That's because you don't understand how a WAS thinks and operates, but that's the beauty of DB and these forums, you can educate yourself Read this entire thread and read all of the threads linked in the first post:
I have a really good friend, probably my best friend .. had a drinking/drug problem. Well he has been clean I think about 15 years now. He was divorced 3 years ago ... main reason? His addiction. His XW never forgave him, all those hurts built up little resentments, ones they never worked through together, he figured "Ok I am clean and sober, lets move on and be happy" .... not so easy. Those pains and hurts she has are very real .... along with the fact she feels you now need to work, pull your weight .. keep up your end of the bargain ... just seeds for you here, things you will have to be sensitive to as I will bet ... these things will come up.
So at this point ... ACTIONS .... not words. AnotherStander has given you sound advice up there ^^^^ .... you have a good deal of work to do, if you read around you will find that those who focus more on themselves rather than what their WAS is doing seem to fair far better .... and if you can do this and DB at the same time ... all the better.

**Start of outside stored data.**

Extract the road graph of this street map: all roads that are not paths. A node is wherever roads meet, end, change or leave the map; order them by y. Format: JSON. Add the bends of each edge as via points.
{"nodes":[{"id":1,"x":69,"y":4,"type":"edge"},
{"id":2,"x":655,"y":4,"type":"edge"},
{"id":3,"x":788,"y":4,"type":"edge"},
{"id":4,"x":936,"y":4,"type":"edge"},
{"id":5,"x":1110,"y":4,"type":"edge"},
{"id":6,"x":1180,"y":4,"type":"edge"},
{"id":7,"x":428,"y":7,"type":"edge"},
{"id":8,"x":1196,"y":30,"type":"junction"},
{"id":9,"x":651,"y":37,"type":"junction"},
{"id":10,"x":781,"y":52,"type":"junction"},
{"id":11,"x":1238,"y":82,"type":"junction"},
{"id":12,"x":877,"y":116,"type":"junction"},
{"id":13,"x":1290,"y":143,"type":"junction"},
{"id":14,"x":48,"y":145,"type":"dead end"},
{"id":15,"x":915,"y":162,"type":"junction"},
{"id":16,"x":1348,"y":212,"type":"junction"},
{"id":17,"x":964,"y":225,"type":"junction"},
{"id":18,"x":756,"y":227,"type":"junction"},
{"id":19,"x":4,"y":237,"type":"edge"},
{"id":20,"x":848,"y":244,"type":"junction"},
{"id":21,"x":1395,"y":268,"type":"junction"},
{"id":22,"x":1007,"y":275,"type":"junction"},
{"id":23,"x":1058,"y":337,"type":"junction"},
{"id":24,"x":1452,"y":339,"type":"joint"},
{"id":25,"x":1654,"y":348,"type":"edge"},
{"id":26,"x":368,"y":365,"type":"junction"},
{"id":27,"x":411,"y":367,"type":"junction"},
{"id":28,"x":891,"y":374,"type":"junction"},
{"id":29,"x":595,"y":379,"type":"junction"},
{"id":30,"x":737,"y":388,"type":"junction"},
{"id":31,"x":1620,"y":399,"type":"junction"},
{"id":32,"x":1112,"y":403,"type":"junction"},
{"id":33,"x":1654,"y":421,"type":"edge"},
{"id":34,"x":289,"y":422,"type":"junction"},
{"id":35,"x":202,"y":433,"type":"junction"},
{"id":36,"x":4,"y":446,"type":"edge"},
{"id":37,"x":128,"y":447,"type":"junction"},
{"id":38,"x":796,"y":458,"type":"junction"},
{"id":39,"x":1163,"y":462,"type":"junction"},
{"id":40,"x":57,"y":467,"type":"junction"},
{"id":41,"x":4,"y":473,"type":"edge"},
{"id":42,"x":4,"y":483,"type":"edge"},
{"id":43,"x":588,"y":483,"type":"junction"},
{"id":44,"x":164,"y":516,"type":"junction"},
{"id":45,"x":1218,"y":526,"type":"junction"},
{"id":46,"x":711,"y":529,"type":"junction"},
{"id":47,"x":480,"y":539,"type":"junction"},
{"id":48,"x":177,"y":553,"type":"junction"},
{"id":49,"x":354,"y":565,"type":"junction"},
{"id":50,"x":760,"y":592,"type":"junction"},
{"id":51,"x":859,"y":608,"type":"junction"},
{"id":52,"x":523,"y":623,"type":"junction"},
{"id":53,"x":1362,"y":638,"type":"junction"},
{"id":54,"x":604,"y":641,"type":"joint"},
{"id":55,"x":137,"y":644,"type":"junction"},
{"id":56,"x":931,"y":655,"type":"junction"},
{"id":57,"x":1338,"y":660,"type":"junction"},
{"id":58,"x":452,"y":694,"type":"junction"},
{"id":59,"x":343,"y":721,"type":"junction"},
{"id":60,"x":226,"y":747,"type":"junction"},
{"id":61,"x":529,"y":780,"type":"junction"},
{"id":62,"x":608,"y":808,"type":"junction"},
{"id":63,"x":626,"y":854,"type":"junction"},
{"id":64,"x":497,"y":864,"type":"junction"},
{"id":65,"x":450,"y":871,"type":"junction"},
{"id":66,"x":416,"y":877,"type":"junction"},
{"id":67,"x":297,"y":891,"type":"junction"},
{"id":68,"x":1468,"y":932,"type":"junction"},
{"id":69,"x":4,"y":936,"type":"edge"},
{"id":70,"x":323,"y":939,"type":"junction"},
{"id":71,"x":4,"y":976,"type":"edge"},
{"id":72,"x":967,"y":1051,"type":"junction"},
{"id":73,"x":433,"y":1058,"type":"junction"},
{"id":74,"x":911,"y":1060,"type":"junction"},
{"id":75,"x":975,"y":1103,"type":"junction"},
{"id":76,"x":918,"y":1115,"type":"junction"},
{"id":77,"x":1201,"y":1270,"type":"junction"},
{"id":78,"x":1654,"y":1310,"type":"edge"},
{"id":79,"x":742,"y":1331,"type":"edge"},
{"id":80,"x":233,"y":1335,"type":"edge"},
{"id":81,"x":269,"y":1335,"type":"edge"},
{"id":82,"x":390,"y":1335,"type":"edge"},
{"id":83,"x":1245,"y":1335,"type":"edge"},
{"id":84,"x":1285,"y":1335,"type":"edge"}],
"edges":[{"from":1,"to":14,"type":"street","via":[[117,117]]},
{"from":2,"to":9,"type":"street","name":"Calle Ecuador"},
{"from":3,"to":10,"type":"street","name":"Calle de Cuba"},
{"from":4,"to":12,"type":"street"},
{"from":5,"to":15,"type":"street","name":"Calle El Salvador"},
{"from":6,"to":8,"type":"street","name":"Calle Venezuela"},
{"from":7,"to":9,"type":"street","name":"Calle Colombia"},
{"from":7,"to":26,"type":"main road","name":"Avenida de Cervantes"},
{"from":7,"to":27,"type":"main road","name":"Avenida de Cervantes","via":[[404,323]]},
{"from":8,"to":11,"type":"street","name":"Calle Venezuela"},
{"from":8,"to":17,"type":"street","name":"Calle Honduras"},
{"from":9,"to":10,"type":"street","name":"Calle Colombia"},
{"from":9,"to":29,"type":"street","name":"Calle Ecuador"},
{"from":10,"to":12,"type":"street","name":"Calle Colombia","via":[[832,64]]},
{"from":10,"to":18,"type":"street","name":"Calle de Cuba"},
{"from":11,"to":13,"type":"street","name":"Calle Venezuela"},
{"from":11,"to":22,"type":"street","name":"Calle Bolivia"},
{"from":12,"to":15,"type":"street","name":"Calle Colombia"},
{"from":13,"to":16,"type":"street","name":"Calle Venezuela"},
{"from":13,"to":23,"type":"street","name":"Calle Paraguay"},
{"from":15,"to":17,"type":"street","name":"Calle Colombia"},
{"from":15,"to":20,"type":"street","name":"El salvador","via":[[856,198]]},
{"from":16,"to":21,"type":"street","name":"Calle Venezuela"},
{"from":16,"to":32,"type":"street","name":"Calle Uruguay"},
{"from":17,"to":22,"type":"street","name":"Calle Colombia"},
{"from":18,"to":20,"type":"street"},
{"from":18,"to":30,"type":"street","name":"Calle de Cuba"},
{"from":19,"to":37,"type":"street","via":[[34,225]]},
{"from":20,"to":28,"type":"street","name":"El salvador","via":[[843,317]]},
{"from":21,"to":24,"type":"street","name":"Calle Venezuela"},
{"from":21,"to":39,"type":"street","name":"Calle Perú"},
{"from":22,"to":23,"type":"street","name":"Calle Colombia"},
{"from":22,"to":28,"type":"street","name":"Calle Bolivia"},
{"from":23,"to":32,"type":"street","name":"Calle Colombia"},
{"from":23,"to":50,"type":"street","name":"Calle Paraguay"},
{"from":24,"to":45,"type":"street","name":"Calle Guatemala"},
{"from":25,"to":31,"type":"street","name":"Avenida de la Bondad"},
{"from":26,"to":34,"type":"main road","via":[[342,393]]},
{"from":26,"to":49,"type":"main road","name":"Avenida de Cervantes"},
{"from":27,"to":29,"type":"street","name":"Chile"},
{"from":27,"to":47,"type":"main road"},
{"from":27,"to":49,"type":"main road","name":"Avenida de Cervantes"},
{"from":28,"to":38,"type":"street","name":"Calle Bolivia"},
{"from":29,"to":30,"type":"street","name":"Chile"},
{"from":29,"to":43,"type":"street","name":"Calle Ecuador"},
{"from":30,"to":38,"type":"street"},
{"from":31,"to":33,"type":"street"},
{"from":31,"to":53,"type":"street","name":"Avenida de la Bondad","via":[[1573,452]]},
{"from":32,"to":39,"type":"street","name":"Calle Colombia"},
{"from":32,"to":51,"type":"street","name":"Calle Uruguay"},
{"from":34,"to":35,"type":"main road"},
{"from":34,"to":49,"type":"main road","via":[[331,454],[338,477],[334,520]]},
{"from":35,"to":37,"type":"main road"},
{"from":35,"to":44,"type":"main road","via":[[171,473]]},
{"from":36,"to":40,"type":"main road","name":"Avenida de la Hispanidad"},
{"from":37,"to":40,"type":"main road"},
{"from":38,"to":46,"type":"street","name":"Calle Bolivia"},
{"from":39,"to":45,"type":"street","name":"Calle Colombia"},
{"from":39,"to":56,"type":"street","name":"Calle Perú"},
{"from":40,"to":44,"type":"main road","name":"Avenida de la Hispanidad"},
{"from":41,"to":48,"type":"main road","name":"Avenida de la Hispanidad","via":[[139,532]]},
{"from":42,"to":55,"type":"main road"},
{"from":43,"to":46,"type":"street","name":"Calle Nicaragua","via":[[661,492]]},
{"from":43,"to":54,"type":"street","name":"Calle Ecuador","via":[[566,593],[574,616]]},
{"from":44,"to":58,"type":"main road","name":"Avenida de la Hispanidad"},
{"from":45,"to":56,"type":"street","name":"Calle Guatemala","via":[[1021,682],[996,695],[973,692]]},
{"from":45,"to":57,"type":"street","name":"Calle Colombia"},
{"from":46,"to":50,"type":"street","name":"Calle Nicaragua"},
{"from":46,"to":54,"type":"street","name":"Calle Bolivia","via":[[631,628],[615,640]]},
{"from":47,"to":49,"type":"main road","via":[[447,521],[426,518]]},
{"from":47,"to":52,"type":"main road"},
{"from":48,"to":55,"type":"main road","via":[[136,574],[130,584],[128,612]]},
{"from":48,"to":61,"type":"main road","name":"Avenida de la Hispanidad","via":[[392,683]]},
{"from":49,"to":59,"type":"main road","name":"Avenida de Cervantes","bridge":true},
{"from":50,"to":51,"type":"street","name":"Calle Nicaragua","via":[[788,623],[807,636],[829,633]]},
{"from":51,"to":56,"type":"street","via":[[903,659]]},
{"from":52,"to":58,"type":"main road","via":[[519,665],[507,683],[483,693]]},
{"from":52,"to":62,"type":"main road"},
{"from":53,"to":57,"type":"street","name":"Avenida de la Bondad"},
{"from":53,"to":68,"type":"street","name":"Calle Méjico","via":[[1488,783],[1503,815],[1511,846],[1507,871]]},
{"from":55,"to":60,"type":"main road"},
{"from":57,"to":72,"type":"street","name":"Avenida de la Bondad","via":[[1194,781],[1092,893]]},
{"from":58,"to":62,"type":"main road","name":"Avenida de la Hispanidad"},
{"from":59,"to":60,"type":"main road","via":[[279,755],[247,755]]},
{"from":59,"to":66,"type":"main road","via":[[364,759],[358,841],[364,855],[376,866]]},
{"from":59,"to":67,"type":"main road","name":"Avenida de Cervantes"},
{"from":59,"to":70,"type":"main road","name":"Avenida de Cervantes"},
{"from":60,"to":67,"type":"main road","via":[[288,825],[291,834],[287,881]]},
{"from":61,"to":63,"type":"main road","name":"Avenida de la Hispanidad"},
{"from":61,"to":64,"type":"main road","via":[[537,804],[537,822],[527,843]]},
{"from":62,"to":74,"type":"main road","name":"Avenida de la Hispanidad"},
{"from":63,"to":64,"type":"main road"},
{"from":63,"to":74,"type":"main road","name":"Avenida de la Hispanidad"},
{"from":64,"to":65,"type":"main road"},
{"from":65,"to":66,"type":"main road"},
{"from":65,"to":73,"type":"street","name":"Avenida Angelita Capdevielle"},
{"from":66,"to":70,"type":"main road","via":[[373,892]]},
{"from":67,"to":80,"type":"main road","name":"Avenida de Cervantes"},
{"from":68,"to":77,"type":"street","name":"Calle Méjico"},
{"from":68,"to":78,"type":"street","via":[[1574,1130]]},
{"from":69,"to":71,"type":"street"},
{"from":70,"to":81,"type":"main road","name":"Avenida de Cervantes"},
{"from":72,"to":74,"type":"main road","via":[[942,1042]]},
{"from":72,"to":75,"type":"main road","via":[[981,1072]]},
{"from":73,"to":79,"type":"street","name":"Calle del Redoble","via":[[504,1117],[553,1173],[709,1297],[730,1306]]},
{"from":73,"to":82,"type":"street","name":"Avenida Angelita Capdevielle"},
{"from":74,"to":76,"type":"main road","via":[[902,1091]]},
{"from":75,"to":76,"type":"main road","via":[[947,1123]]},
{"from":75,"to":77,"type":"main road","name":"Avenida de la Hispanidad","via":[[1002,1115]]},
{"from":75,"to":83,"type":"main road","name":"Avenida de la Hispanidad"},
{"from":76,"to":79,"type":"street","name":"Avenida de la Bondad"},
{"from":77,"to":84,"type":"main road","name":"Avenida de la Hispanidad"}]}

Thank you both for that. Absolute truth in what you all posted. I'll post more later, going to go climb a mountain, well, a desert plateau, but close enough! :P
A few years ago I -almost- had a thing with someone. Nothing happened, but it may as well have. My W never found out about it. Why put her through that...

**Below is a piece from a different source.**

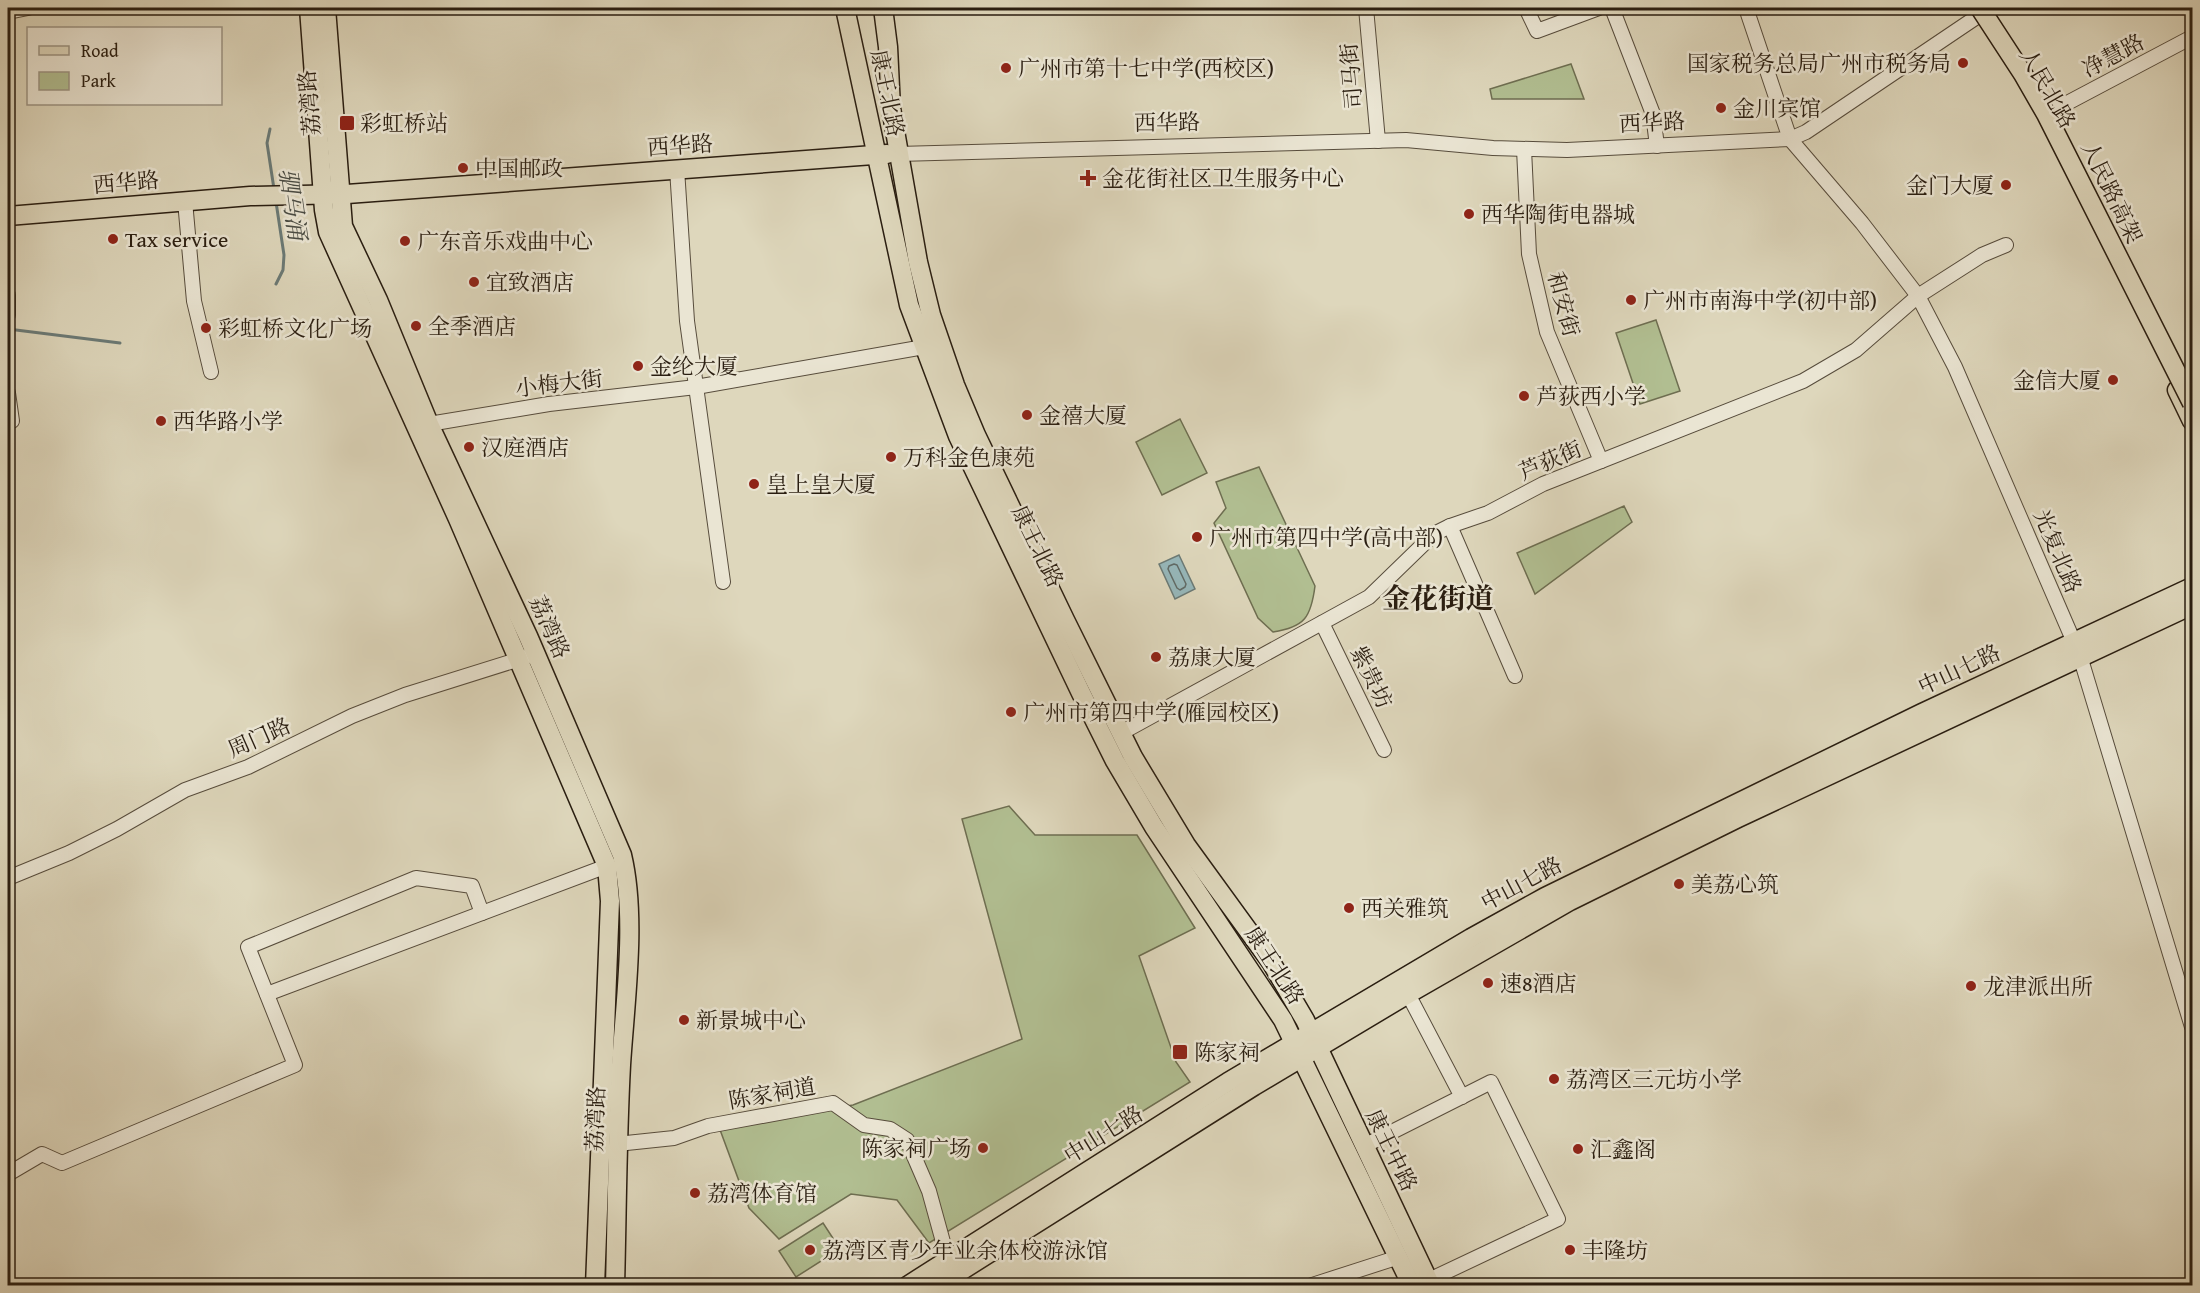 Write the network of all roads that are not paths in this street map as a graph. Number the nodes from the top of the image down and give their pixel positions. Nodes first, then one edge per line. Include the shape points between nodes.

But now that OW is talking to me on FB, helping me through this. But things have gotten a little flirty. I feel guilty... I would NEVER cheat on W but the thought keeps popping in there...
I spent my entire time walking crying my eyes out and a few hours later I am considering this? Whats wrong with me...
Hi Dys. Glad you found the board. You have a lot of problems to deal with. The good news is you're willing to put them on the plate and look at them. The MOST IMPORTANT THING is that you keep posting.
I'll just start with your post above...it is very obvious why you would be vulnerable to an emotional affair. And yes...that's what it is. ABSOLUTELY. ALREADY. Confiding marital problems with a woman whom you have emotional attraction to = EA.
You are doing it because it is MOOD ALTERING. So is heroin. So is gambling. So is porn.
If it helps, act like you would if your W was watching your every move. She isn't. But God is, and just as importantly you are, and you will have to live with the consequences of your choices forever.
What I would do right now is copy paste the below message and send it to OW. I say copy/paste because it eliminates the chance of you working in any more of your own emotional needs into it:
"OW- I appreciate your good intentions of being supportive, however it is inappropriate for me to discuss my marital issues with another woman. Whether or not W decides to remain in a committed relationship with me or not, I am committed to doing my part to honor the M and I wasn't doing that earlier. I take full responsibility for this, but must respectfully ask that we stop this communication. I know you want what's best for me so I'm sure you'll understand."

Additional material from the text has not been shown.